The track “Betrayed” vividly conveys the agony of personal betrayal (with lyrics about “the taste of blood in your mouth” and how pain “always come from the beloved ones”. How did you channel those intense emotions into the song’s musical arrangement and vocal delivery? For example, did you use any particular instrumentation, effects, or songwriting techniques on “Betrayed” to make sure the listener feels the rawness and vulnerability behind the lyrics?

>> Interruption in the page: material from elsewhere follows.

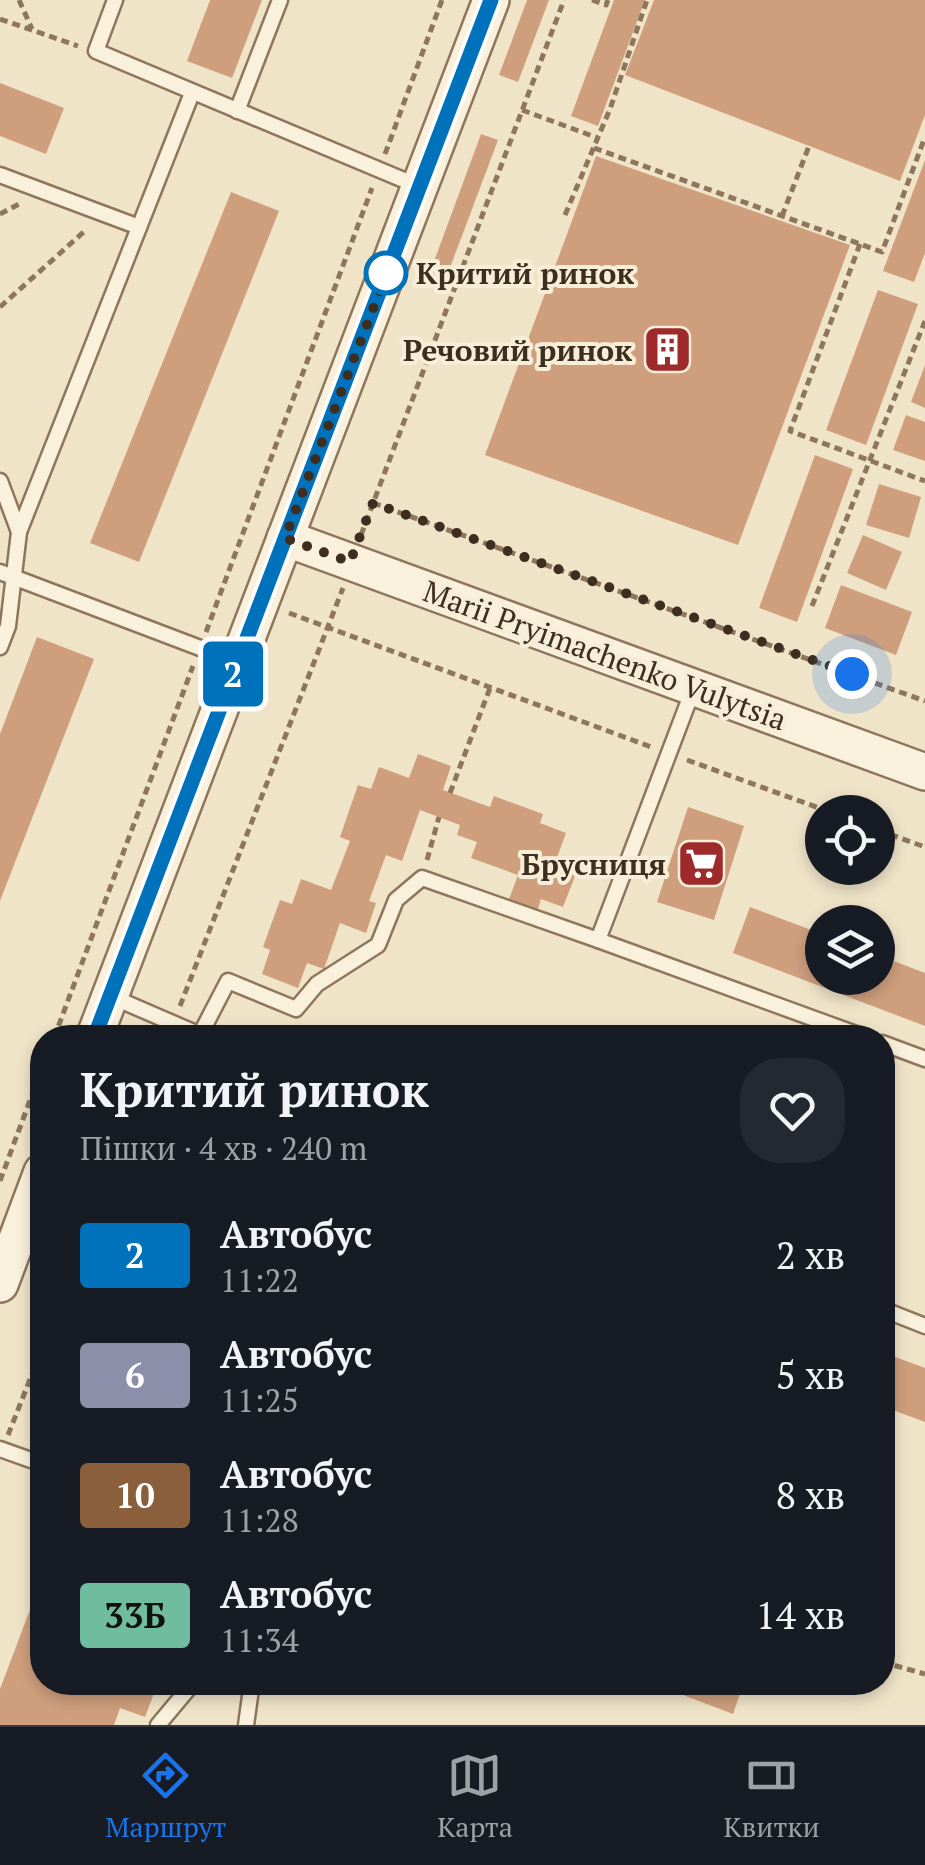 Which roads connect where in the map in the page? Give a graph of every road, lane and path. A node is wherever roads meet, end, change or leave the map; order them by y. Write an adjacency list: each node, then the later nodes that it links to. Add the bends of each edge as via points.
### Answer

Betrayed is a very, very personal song. During these last few years, I experimented a lot of relational violence from family and close friends who are not friends anymore. These have been tough times, really. I felt like I’ve been betrayed by close ones, and honestly if it weren’t for my kids and my wife, I probably would have make very, very bad choices at the time. It’s still fresh, all these things happened in a very short period of time and it’s been very, very violent. That’s all I can say. Betrayed is about finally getting this out of my system, and I wanted a track that was balancing sadness with rage, which you can feel with the guitar… sometimes it’s just playing away, and all of a sudden it’s about overdrive and saturation. It’s about letting this anger explode in a song, because ultimately I couldn’t let it explode in the face of these people. This is also why we have music: it prevents from hurting people when you get hurt so hard that you feel like your whole world is crumbling down. I’ve suffered a lot, and I’m happy that it’s all over now. I won’t forget what happened, but at least I’m over it. But I needed to get it out of my system: this is why I needed Betrayed, with its balance of rawness and vulnerability. It feels good to wear your heart on your sleeve, finally, when you just kept it all to yourself for so long because you didn’t want to hurt back those who hurt you. I guess some readers here will be able to relate.